U.S. Office of Personnel Management
Compensation Claim Decision
Under section 3702 of title 31, United States Code

Logan D. Selby
Department of the Army
Wiesbaden, Germany
Living quarters allowance
Denied
Denied
17-0005

Damon B. Ford
Compensation and Leave Claims
Program Manager
Agency Compliance and Evaluation
Merit System Accountability and Compliance


11/28/2017


Date

The claimant is a Federal civilian employee of the Department of the Army (DA), in Wiesbaden, Germany.  He requests the U.S. Office of Personnel Management (OPM) reconsider his agency’s denial of living quarters allowance (LQA).  We received the claim on October 18, 2016 and the agency administrative report (AAR) on December 8, 2016.  For the reasons discussed herein, the claim is denied. 

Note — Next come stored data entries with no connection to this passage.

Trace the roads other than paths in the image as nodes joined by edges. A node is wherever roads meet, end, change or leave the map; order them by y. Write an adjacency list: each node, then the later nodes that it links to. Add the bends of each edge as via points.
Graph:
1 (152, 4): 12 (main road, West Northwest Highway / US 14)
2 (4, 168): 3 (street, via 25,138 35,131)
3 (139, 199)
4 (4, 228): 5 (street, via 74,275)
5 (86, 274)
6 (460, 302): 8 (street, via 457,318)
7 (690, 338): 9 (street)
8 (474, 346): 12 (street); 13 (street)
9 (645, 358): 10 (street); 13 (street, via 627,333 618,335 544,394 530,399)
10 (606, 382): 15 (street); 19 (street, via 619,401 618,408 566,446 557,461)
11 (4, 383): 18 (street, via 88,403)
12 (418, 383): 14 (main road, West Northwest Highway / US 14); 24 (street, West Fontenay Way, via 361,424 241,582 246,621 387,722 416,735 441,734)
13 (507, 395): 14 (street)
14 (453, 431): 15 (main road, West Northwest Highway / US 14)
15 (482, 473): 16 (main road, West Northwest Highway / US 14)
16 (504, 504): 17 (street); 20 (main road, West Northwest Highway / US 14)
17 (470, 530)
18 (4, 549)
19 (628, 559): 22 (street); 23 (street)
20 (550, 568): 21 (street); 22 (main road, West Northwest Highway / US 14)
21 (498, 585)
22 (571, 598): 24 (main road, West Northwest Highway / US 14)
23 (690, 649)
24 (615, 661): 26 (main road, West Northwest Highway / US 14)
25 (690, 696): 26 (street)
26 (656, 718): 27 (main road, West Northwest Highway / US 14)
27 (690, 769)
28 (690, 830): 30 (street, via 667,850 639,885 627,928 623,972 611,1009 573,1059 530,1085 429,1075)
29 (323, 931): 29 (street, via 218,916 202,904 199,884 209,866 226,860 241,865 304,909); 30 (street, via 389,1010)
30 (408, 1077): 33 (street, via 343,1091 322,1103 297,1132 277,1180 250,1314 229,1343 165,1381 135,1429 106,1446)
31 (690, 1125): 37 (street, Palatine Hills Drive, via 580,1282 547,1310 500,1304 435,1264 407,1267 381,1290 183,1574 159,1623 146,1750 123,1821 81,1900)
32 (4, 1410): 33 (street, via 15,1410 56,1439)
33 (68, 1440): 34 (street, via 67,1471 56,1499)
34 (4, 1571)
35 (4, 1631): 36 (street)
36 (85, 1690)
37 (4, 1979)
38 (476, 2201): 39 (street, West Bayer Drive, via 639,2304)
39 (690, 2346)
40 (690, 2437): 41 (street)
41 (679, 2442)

In August 2015, while serving as a military reservist on active duty orders for the Army National Guard stationed in Germany, the claimant applied for his current Federal civilian position with the DA in Wiesbaden, Germany.  He received a tentative offer for the position on November 25, 2015, and completed an LQA questionnaire for the position on December 2, 2015.  He was determined ineligible for LQA prior to appointment because he did not meet eligibility provisions in Department of State Standardized Regulations (DSSR) section 031.11 in connection with the definition of “U.S. hire” in the Department of Defense Instruction (DoDI) 1400.25, Volume 1250.  Specifically, the agency determined that because the claimant was not physically residing permanently in the U.S. when he applied for the position that he did not meet the provisions of DSSR 031.11.  Nonetheless, the claimant accepted the final job offer without LQA.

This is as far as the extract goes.